Barlow agreed that it was amusing to inherit the phone number of a celebrity.
The Times came across Barlow when a reporter dialed a number that several sources had said was Hilton's mobile line.
The first flurry of calls and text messages came within days of the heiress' Feb. 17 birthday, just after Barlow got her new phone.
"Oh my God," a caller said, indicative of most. "Where's the party?"
One weekend, Barlow answered a call and was lectured by an unidentified woman who took umbrage when asked if she was calling from Florida.
"I'm so insulted. You must be on drugs," the woman said before calling back five times to lecture Barlow on how "tacky" people were from the Sunshine State.
Another time, she had a half-hour conversation with an aspiring rap artist who, after learning he was not talking with Hilton, still invited Barlow to a party.
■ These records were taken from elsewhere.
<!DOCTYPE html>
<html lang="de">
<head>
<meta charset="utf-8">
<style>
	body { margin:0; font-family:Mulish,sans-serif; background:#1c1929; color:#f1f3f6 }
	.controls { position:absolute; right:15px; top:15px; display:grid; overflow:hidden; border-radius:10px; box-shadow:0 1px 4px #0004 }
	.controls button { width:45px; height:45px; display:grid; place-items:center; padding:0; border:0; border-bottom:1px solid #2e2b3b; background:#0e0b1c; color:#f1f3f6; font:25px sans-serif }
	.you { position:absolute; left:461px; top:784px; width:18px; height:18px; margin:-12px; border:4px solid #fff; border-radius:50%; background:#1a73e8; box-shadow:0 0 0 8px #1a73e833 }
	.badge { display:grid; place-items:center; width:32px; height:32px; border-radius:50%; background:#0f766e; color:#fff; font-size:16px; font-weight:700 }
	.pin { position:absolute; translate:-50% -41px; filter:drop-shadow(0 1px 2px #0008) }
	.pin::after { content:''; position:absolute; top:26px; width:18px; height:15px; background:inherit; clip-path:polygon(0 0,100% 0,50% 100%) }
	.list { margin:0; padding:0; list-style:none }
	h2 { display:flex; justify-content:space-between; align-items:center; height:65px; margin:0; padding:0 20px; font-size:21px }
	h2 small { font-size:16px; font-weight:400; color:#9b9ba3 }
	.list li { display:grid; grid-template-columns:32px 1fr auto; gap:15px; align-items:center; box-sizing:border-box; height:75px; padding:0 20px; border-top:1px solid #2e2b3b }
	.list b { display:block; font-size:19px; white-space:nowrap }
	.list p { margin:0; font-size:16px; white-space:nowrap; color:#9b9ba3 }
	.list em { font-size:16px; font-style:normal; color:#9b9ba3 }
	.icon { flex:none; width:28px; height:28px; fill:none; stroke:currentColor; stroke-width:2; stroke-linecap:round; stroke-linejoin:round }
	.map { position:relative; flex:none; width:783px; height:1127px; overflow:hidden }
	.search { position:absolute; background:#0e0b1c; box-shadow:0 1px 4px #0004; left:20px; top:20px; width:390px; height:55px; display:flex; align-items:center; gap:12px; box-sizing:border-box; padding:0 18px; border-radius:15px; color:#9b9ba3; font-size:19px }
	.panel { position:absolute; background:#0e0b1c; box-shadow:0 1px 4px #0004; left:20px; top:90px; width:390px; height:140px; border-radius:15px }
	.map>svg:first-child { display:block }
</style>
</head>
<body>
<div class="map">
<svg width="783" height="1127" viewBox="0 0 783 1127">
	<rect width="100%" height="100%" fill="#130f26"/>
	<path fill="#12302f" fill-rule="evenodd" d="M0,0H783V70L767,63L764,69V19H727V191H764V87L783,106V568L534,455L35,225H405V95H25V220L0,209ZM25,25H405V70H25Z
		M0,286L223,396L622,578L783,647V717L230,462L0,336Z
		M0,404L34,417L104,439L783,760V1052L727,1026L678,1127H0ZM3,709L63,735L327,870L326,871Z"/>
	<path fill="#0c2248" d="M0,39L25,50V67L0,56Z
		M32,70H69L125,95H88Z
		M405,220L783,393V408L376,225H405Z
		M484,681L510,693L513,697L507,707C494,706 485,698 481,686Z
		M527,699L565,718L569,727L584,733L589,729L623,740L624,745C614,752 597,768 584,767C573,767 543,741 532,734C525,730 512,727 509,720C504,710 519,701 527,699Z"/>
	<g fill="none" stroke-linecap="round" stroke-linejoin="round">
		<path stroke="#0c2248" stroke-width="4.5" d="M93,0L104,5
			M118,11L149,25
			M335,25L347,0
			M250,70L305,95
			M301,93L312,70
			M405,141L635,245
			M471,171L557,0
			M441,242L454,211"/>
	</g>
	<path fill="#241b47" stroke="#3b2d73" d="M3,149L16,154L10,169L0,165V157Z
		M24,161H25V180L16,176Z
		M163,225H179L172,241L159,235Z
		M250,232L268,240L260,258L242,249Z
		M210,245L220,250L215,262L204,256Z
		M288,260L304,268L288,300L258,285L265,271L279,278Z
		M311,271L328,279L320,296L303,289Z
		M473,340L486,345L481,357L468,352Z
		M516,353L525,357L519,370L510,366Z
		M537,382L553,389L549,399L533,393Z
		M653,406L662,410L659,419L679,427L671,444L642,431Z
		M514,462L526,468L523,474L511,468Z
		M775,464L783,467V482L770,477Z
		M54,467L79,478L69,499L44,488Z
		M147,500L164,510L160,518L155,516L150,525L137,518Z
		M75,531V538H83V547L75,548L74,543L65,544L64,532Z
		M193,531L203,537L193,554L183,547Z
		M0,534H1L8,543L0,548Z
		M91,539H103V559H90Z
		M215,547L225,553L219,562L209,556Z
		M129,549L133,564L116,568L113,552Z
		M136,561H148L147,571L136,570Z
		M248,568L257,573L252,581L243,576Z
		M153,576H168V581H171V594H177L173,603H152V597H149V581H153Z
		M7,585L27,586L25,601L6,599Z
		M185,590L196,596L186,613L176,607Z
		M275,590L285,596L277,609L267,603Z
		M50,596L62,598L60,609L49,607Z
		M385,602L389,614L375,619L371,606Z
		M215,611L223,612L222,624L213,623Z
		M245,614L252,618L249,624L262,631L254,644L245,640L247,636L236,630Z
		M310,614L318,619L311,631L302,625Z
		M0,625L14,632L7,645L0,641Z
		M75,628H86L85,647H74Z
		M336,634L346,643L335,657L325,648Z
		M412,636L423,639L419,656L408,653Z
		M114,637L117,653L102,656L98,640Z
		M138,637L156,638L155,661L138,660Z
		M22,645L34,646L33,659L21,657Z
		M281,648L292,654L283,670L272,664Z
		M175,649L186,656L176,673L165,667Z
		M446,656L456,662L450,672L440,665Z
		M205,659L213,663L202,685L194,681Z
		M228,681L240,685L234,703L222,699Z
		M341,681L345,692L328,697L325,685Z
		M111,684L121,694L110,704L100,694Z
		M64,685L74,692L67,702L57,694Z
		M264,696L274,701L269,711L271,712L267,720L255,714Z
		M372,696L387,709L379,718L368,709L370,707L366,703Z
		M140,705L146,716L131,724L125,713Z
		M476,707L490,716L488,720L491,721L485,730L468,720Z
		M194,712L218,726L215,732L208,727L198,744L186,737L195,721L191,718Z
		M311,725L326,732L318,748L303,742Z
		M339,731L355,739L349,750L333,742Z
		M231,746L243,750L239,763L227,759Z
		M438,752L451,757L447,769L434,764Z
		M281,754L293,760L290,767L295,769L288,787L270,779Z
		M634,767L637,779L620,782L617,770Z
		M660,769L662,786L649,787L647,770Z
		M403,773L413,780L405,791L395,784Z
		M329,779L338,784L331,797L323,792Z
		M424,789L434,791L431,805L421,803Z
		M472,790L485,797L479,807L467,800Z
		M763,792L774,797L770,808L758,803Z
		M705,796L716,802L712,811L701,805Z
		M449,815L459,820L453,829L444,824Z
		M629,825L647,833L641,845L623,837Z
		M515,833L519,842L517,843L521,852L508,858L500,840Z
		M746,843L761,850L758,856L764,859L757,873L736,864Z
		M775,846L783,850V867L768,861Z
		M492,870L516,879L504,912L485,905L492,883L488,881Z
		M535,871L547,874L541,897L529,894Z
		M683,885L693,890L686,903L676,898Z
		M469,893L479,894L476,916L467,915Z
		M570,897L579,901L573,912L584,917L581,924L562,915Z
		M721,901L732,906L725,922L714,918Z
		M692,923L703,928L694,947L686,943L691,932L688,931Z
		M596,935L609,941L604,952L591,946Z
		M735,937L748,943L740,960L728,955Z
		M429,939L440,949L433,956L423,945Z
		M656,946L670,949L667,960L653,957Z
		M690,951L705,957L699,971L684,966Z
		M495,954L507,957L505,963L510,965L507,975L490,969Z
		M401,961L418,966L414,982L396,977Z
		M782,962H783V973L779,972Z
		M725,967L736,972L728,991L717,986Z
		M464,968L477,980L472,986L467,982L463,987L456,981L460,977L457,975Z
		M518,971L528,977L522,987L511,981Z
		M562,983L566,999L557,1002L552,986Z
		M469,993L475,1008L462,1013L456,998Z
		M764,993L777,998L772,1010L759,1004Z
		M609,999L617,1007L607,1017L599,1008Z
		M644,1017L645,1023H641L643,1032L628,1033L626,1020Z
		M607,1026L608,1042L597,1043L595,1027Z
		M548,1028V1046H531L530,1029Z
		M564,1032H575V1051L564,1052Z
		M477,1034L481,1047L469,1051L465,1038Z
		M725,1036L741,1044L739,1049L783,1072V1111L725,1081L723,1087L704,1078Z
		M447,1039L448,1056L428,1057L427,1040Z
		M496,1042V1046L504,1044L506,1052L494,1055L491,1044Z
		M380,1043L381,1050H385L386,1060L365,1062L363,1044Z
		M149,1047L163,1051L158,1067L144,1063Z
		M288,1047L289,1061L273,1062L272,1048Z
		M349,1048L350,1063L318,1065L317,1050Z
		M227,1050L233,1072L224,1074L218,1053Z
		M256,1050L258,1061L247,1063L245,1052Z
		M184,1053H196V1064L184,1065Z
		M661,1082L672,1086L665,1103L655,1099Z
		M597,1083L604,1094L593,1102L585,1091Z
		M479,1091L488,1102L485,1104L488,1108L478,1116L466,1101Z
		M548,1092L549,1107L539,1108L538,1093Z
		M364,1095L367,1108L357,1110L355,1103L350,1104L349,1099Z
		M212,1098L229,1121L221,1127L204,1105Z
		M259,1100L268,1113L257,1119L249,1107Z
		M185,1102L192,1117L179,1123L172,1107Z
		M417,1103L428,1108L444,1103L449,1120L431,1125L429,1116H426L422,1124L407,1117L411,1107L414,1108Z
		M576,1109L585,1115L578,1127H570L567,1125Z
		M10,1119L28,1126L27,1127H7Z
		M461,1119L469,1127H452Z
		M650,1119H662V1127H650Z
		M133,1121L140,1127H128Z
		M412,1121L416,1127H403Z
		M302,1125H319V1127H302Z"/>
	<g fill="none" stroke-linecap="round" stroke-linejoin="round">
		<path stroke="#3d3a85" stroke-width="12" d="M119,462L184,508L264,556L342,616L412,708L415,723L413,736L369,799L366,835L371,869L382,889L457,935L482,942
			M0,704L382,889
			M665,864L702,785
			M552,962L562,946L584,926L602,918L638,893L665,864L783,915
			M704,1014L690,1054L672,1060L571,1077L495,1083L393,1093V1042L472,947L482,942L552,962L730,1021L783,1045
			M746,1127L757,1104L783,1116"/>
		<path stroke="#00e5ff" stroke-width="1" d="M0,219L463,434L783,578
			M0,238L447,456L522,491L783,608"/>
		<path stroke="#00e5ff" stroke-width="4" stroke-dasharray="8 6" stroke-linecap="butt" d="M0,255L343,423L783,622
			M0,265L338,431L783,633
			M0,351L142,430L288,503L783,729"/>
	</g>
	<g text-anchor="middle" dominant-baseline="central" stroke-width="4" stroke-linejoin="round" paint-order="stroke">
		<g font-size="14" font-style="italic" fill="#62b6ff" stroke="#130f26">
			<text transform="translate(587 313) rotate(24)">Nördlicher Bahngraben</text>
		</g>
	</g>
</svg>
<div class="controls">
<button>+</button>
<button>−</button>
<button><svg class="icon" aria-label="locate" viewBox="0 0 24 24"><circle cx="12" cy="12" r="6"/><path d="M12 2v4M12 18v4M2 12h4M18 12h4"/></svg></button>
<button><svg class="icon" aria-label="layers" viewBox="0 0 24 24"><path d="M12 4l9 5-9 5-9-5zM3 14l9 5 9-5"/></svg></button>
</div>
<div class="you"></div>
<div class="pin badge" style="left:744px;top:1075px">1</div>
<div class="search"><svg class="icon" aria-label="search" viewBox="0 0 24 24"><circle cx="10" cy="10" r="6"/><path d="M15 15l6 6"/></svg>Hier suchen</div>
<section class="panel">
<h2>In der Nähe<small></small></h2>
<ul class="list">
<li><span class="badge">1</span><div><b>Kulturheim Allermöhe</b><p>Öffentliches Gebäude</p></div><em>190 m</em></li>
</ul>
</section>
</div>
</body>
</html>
More often than not, however, the conversations were brief and polite. Then came the day that Hilton went to court for violating probation after pleading no contest to an alcohol-related reckless driving charge.
Barlow was at her internship at a Westside production company May 4 when Hilton was sentenced to jail.
In short order, calls and texts that previously inquired about parties and nightclubs were replaced by dozens expressing their condolences.
"People were scared for her," Barlow said.
The phone traffic trailed off when Hilton entered jail, even during her brief release to home detention.
But with Hilton now free again, a new crop of communiques is flooding Barlow's telephone.
There was Hilton's former bodyguard who sent his love.
A girlfriend called to commiserate and lend support. Barlow told the caller she had received good wishes from dozens of people.
Text messages also expressed love. "It's disgusting how they treated you in there, but once again you have showed the world that you can do anything," one wrote. Said another: "I'm so proud of you."
"I hope you're enjoying Maui," one of the messages read Wednesday.
Barlow resisted the temptation to pose as the heiress to get herself and friends on the guest list of exclusive parties.
But she did message supporters "thanks so much," believing Hilton would appreciate it.
Barlow plans to keep the number because she says it has been a greater source of amusement than a hassle.
Plus, she said, "It was really out of convenience. I didn't want to switch again."